Skordalia is a thick puree (or sauce, dip, spread, etc.) favored in Greek cuisine and made by combining crushed garlic (a LOT of crushed garlic!) with a base – which may be a purée of potatoes, walnuts, almonds, or liquid-soaked stale bread — and then beating in olive oil to make a smooth emulsion. Vinegar is often added as well. Cooks in Macedonia, Ionian islands and Crete often add walnuts or almonds to mashed potatoes or soaked bread. Greek recipes from Asia Minor sometimes add pine nuts as well.
Skordalia has a long history, going all the way back to ancient Greece – Byzantine cookery was also full of recipes that employed garlic in sauces for meats, fishes and vegetables. The very oldest current cookbooks base skordalia on a combination of blanched almonds and mashed potatoes (which is what I use). All these combinations of garlic, bread and nuts owe a lot to Middle Ages recipes, where the use of vinegar is a tell-tale ingredient (in the original Middle Ages recipe, sour grape juice called Verjus would have been used instead).
As noted by Diane Kochilas: “Connoisseurs of skordalia know that a certain ritual is part and practice of its preparation. I will never forget once walking in on an old caterer friend who was making skordalia for a party—by hand, potato by potato, drop by drop of olive oil, pinch by pinch of salt, in a mortar, pounding each potato with the pestle with zenlike rhythm. To this day, the mortar and pestle are the best tools for making skordalia because they allow for the control of speed with which one breaks down the starch in the potatoes or bread that most commonly make up the base. A food processor’s blade is too swift and violent and results in a gummy skordalia.”
Skordalia is a great dip for pita chips or vegetables (cucumber slices, pepper strips, etc.) and is also fantastic as a sauce with seafood. I personally enjoy this as an alternative to hummus and hope you will give this classic, simple and delicious recipe a try, Citizens!
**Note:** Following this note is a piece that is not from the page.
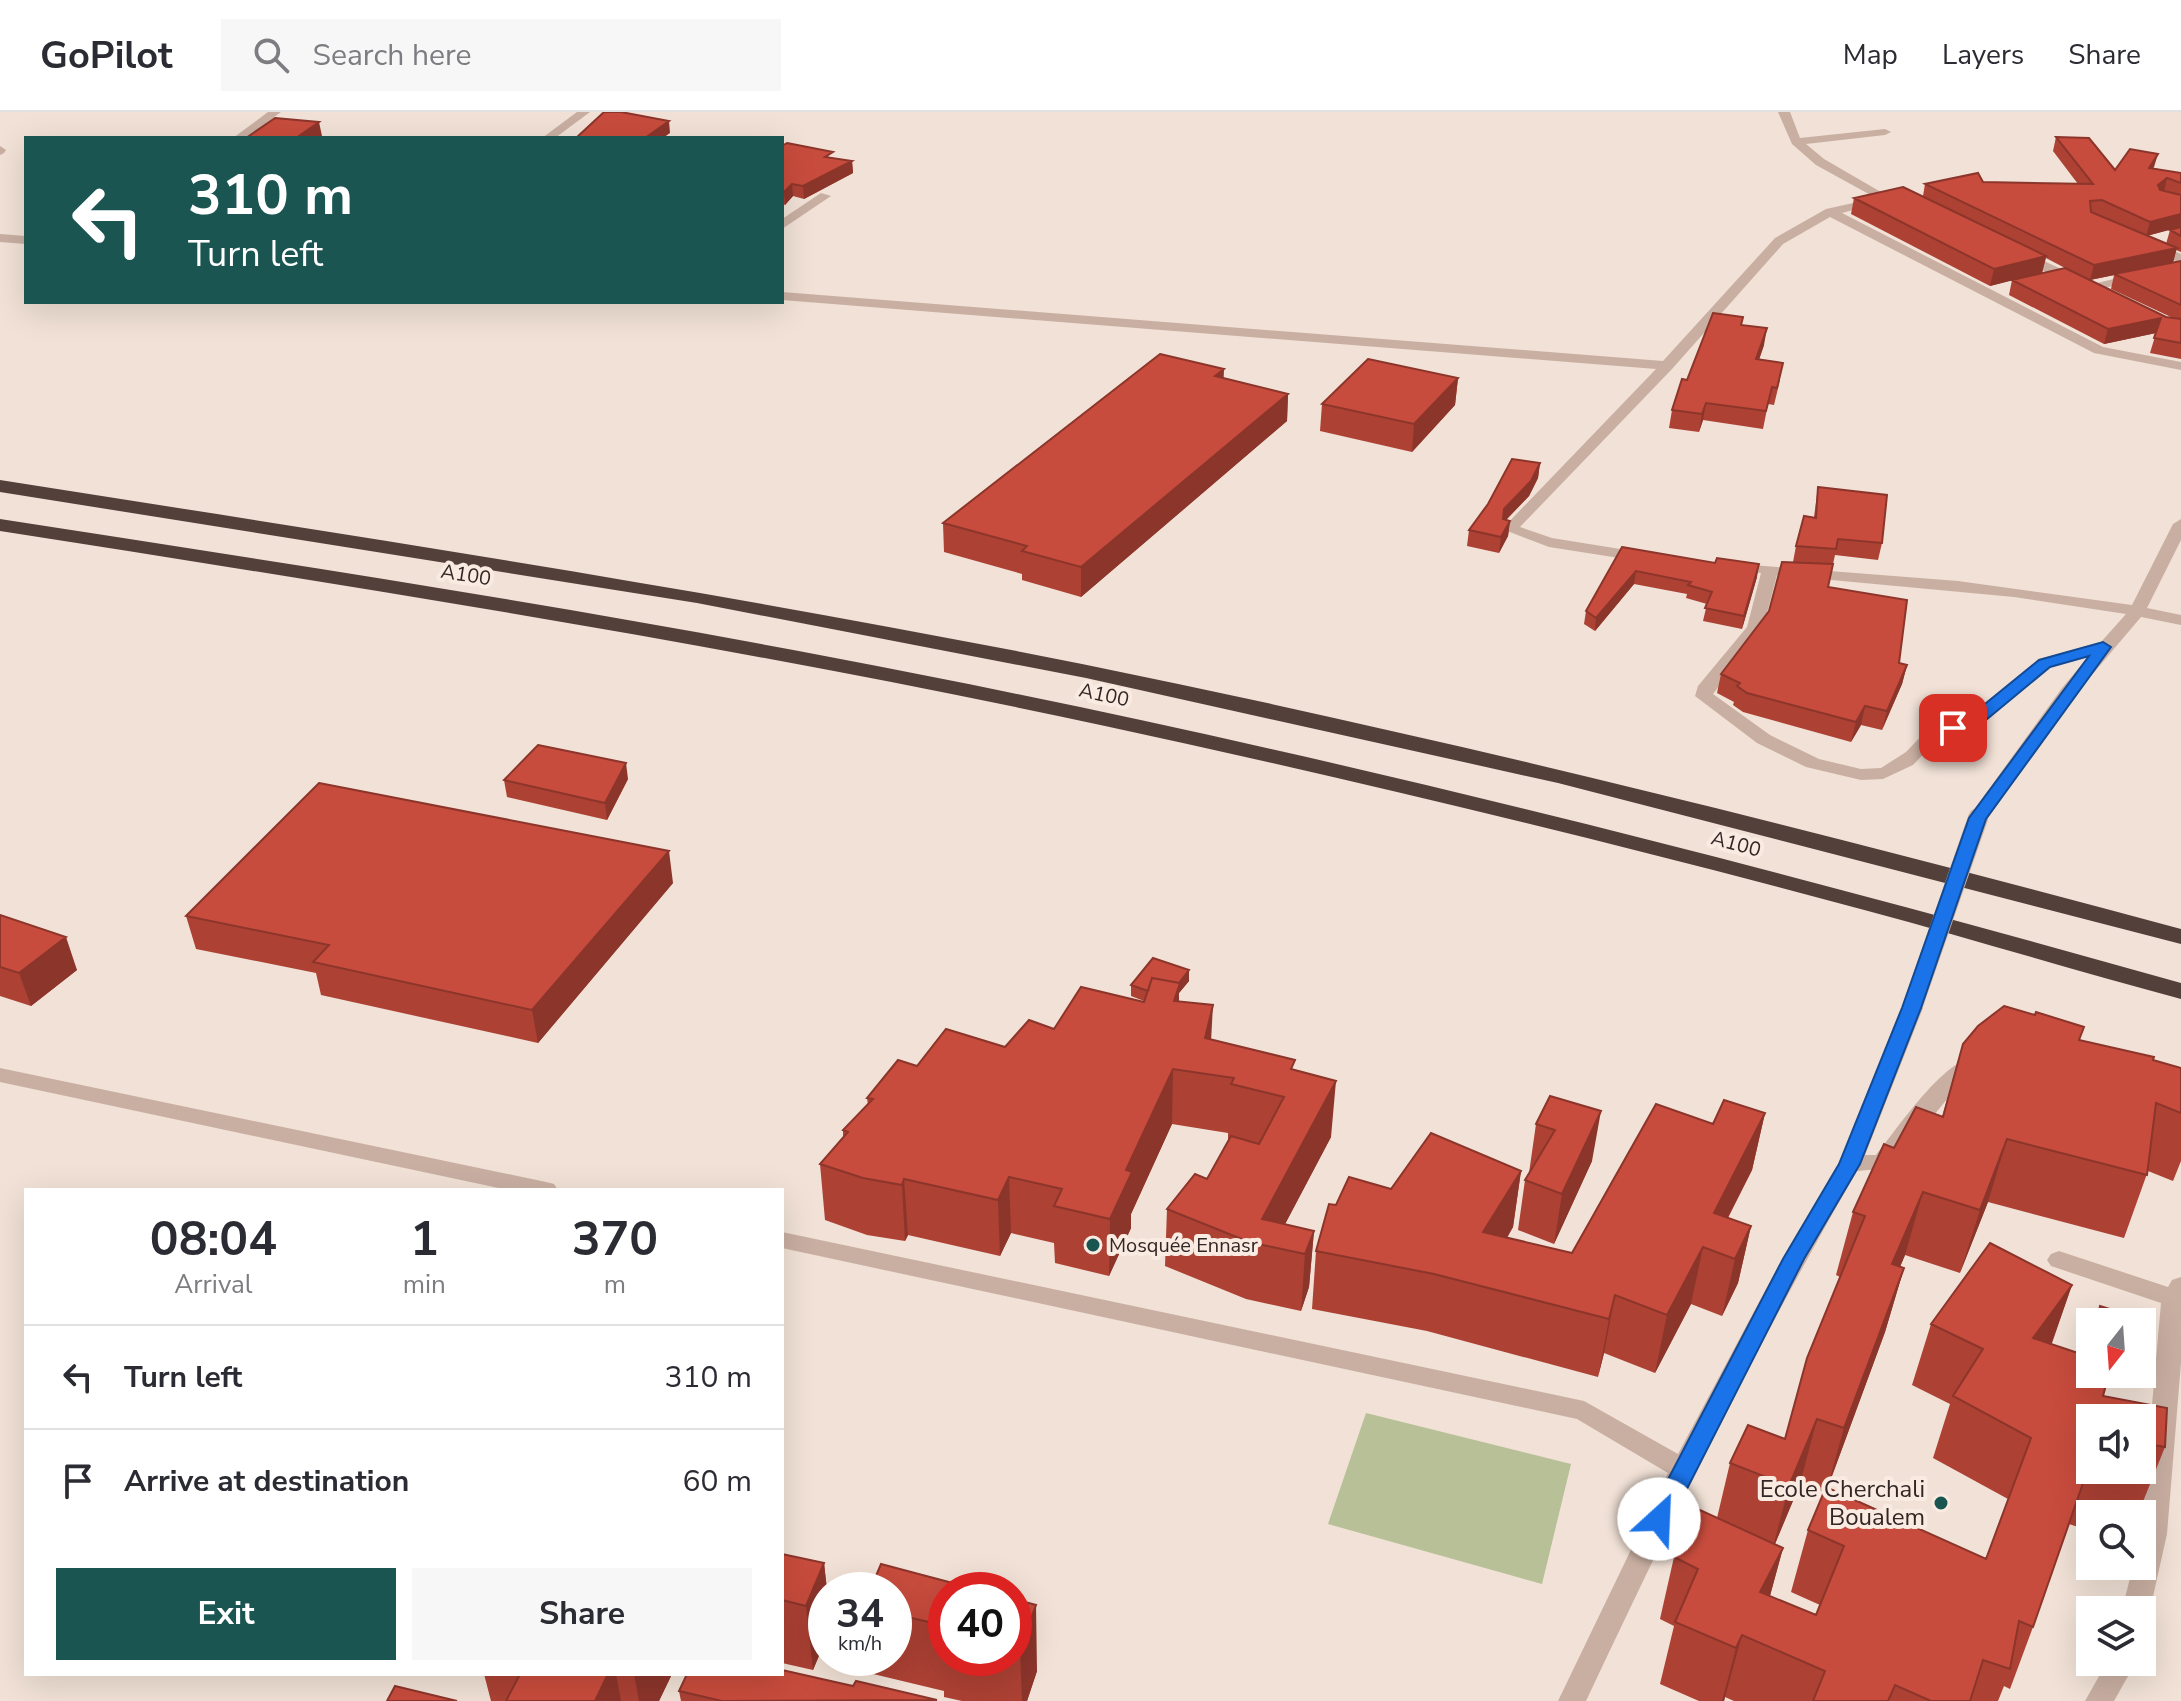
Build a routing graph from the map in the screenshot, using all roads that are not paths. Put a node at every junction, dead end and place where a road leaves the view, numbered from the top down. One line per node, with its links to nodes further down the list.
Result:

Just be sure EVERYONE eats it, to spread the garlic love to all! 😉
Battle on – The Generalissimo
1 medium potato (waxy variety such as Yukon Gold or Red Bliss)
2 1-inch thick slices white bread, crusts removed (day-old is best)
4 cloves of garlic
6 almonds, preferably Spanish with no skins, ground to a paste
1 teaspoon salt
1 tablespoon lemon juice
1 tablespoon red wine vinegar
½ cup extra virgin olive oil
Ground white pepper to taste
Boil the potato whole until it is tender. (You need a potato about the size of a tennis ball or the equivalent.) Set potato aside to cool.
Peel garlic cloves and mash them with the side of a heavy chef’s knife or in a mortar and pestle. Sprinkle salt over the mashed garlic and continue to press until a paste has formed.
Peel and mash the potato. Add the garlic, lemon juice and vinegar.
Dip the bread, a slice at a time quickly into a bowl of water. Squeeze dry. Crumble bread into the potato mixture, stirring to blend. When you have a fairly smooth mixture, add to a mortar and pestle and begin to add the olive oil a tablespoon at a time, whisking well after each addition. Add pepper – the mixture should be very smooth.
Spoon into a shallow bowl. Cover and refrigerate for at least four hours or as long as overnight to allow the flavors to blend.
Bring to room temperature for serving.